Conjugated Cycle Selection

The valence bond model ("VB model") remains widely used in chemistry, and serves as the basis for most molecular representation schemes in cheminformatics. Useful though it may be, the VB model carries some important liabilities. One relates to electron delocalization of the type found in benzene and its analogs. Here, the VB model's exclusive focus on two-atom bonding leads to asymmetry artifacts. This in turn leads to problems in certain applications, most notably canonicalization. Ideally, it would be possible to correct these artifacts using minimal intervention. This article describes one approach.

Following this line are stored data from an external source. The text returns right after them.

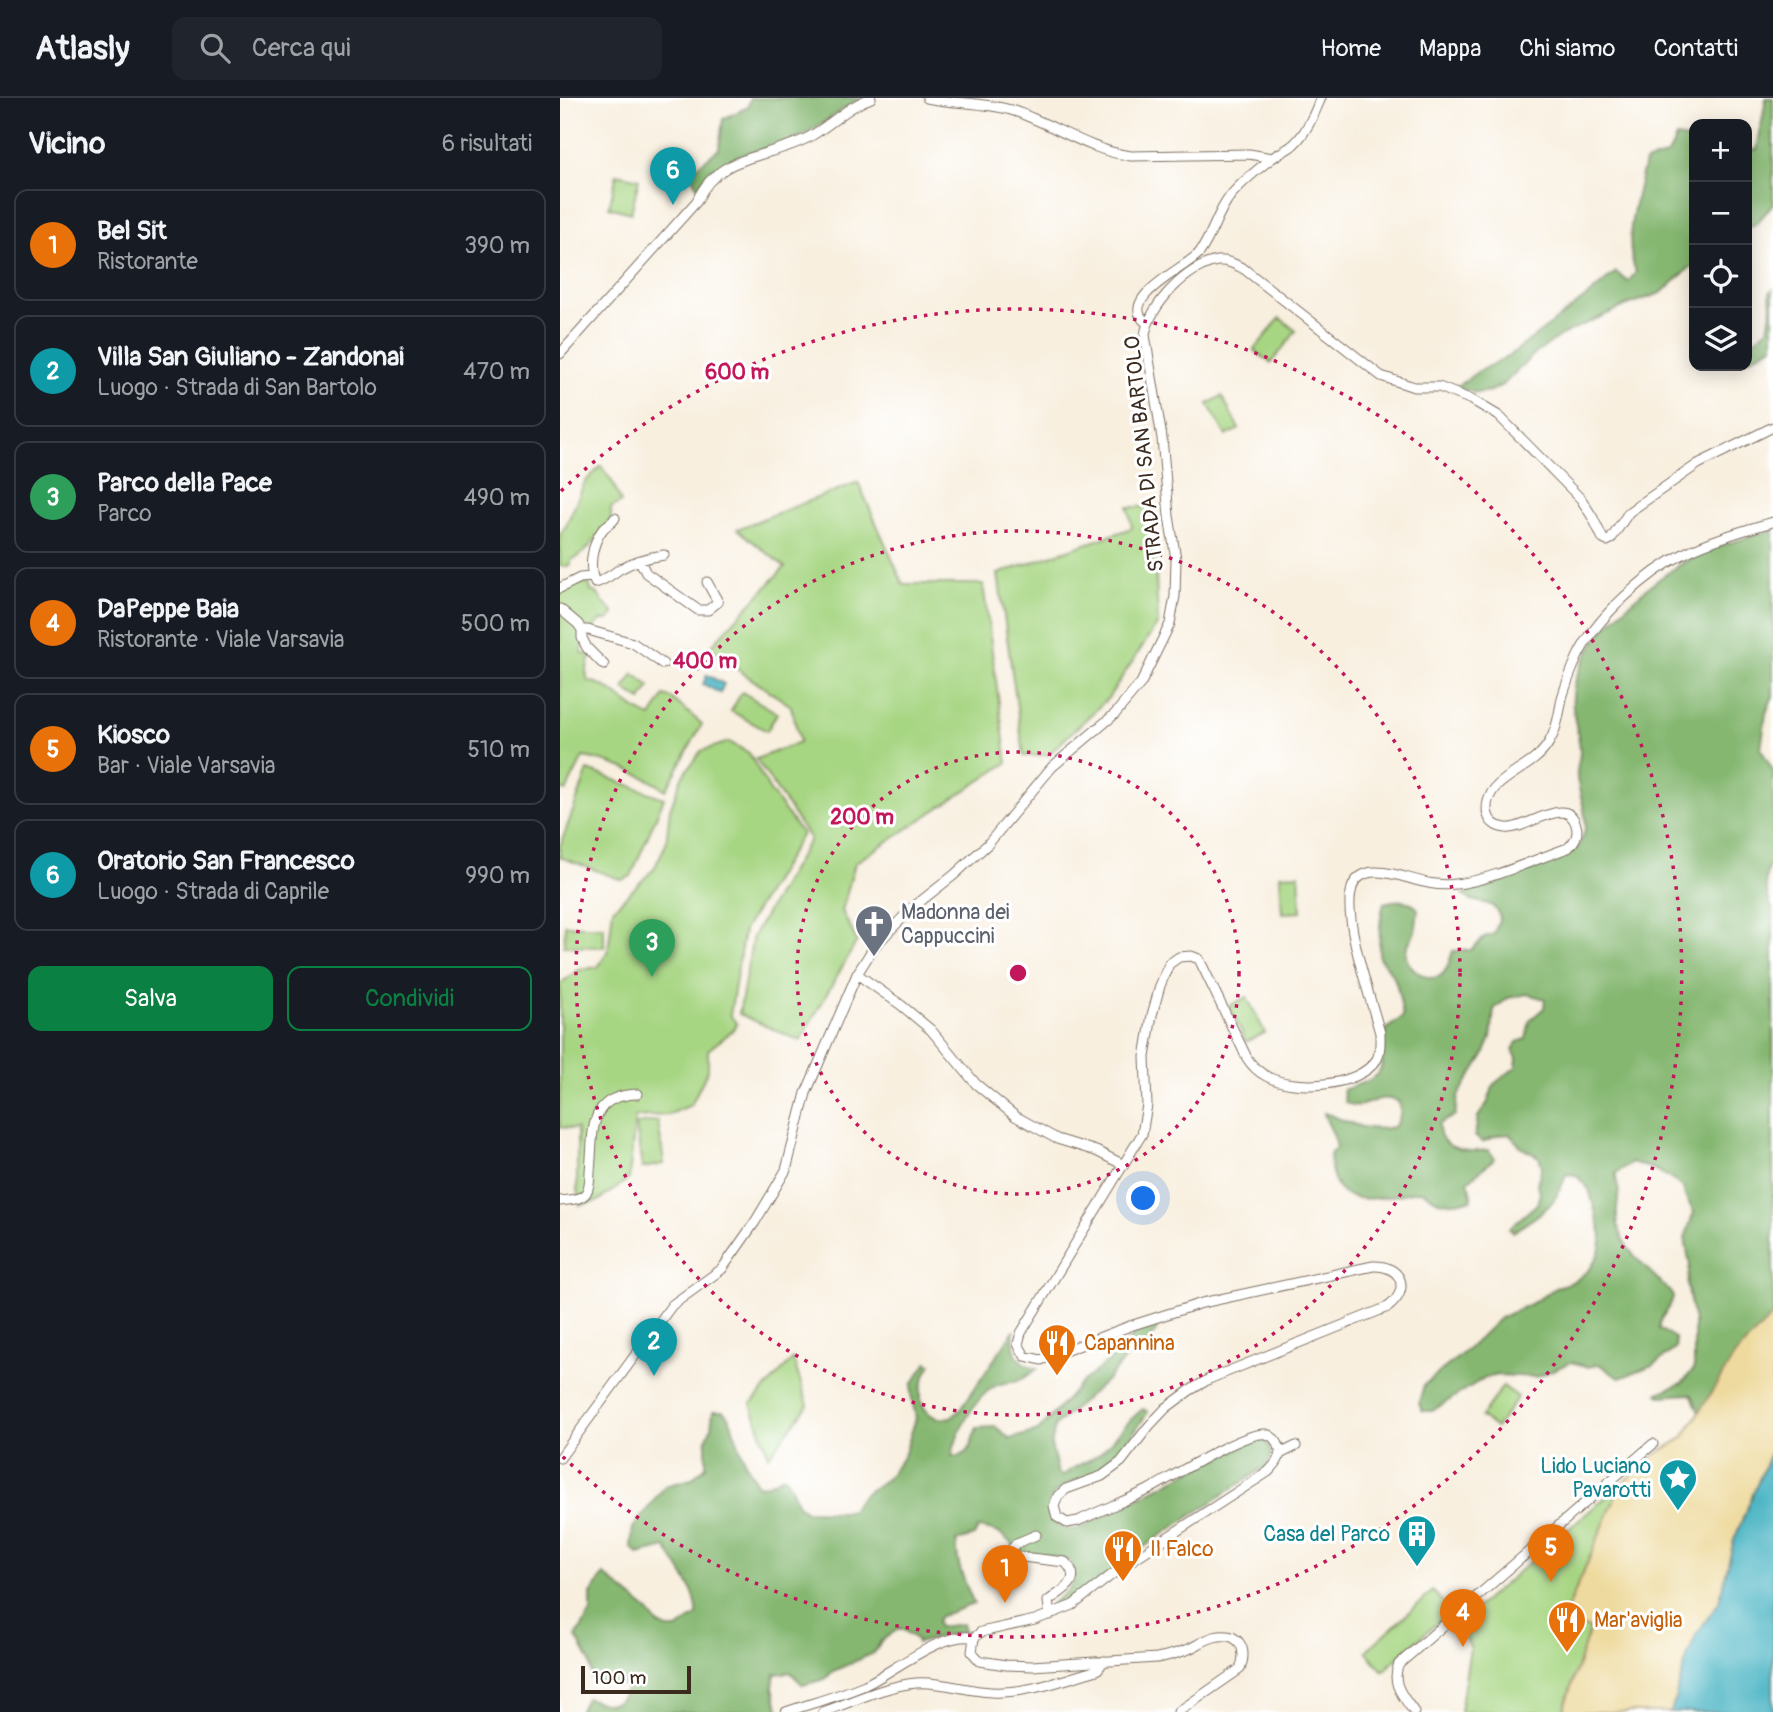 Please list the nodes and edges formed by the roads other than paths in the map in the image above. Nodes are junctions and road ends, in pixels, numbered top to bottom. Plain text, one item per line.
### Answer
1 (871, 98) edge
2 (927, 98) edge
3 (1321, 98) edge
4 (1272, 158) junction
5 (1147, 323) junction
6 (560, 354) edge
7 (1773, 427) edge
8 (615, 518) dead end
9 (1773, 522) edge
10 (664, 555) dead end
11 (640, 561) junction
12 (592, 577) junction
13 (708, 582) dead end
14 (560, 587) edge
15 (560, 609) edge
16 (582, 630) junction
17 (663, 664) dead end
18 (604, 665) dead end
19 (857, 974) junction
20 (638, 1094) dead end
21 (1124, 1165) junction
22 (560, 1201) edge
23 (1653, 1444) dead end
24 (1296, 1446) dead end
25 (1280, 1454) junction
26 (560, 1458) edge
27 (1035, 1535) dead end
28 (1050, 1615) junction
29 (974, 1638) junction
30 (1104, 1661) junction
31 (786, 1712) edge
32 (823, 1712) edge
33 (1178, 1712) edge
34 (1414, 1712) edge

1 - 6 street
2 - 4 street
3 - 4 street
4 - 5 street
5 - 7 street, STRADA DI SAN BARTOLO
5 - 19 street, STRADA DI SAN BARTOLO
8 - 12 street
9 - 21 street
10 - 11 street
11 - 12 street
11 - 13 street
12 - 14 street
15 - 16 street
16 - 17 street
16 - 18 street
19 - 21 street
19 - 26 street, STRADA DI SAN BARTOLO
20 - 22 street
21 - 25 street
23 - 34 street
24 - 25 street
25 - 28 street
27 - 28 street
28 - 29 street
29 - 30 street
29 - 31 street
30 - 32 street
30 - 33 street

Delocalization-Induced Molecular Equality

The VB model considers bonding to be a local phenomenon that occurs between two atoms only. This approximation works for many structures across many applications, but it does have one spectacular failure mode. Molecules such as benzene exhibit multi-atom bonding. The VB model can be used to represent benzene and its derivatives, but only by freezing electron density between two atoms at a time. The result is often referred to as a "resonance structure."

In many contexts, this structural mis-specification can be ignored. For example, the exact molecular weight and total particle count of benzene and its derivatives can be computed from VB-based representations with high accuracy and precision. Other descriptors such as molecular formula can likewise be computed.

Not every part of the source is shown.